There is now little left for him to achieve in domestic football. He will need to play until 2022 in order to break one of the few Serie A records he doesn’t already possess by becoming the league’s oldest player, but that is unlikely to be a signicant factor in deciding his future.
A Champions League medal is still absent from his collection, yet having eluded him so cruelly thus far – beaten in three finals and sent off in the dying seconds of the 2018 semis – he may accept that he will never lift that trophy.
These days, of course, Buffon is a part-time goalkeeper, called in for cup games and occasional league outings, reserve to Poland’s Wojciech Szczesny.
Yet such is his iconic status in Italian and world football, Juventus were more than happy to renew his contract for one more year this summer.
To have a figure like Buffon still at the heart of the team, dispensing wisdom, good counsel and fierce motivation in the Old Lady dressing room is obviously priceless, and was missed during his year at Paris Saint-Germain in 2018-19. His presence at the heart of the Juve dressing room has been key in making the club such a relentless winning machine over the last decade. On top of that, Gazzetta dello Sport points out that Buffon is one of the few players in the squad who can talk man-to-man to Cristiano Ronaldo (and be listened to).

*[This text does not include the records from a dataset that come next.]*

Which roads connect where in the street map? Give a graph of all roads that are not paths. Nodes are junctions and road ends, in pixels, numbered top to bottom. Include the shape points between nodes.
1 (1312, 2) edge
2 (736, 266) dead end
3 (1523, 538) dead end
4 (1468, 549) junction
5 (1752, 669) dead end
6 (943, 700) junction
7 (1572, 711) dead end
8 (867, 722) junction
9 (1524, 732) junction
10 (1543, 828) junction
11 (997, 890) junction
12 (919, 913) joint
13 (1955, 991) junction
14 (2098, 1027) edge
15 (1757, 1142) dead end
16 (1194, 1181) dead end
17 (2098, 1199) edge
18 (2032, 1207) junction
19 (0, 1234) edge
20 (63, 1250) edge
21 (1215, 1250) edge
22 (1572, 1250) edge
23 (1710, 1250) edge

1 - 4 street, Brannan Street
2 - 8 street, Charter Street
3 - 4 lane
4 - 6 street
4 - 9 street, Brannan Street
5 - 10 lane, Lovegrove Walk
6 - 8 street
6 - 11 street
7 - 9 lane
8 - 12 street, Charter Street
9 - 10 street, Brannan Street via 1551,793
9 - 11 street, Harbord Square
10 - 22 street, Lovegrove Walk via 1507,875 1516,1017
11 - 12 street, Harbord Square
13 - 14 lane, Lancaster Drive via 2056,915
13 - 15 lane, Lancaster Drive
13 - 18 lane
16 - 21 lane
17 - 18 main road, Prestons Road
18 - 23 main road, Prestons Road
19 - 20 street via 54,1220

Given that his professional career started at the age of 17, next season will represent Buffon’s 26th at the highest level. He made his club debut for Parma in a Serie A home game in November 1995 against the mighty Milan, then one of the strongest clubs in world football. Cool as anything, Buffon played a blinder, making key saves from players such as Roberto Baggio to keep a clean sheet in a 0-0 draw.
His international debut two years later was even more dramatic. He was brought on in a World Cup play-off away to Russia in Moscow in October 1997, replacing injured first-choice goalkeeper Gianluca Pagliuca. The game was played in a mini-blizzard on a potato patch of a pitch, but the young keeper showed no nerves as Italy held on for a 1-1 draw that set them up to qualify for France ’98.
On the morning of that first game against Milan, his coach Nevio Scala had knocked on his door, just a little worried, asking Buffon: “I am thinking of playing you this afternoon…Is that any problem?” said Scala. “No problem,” came the immediate reply. It was “no problem” then and it has been “no problem” ever since.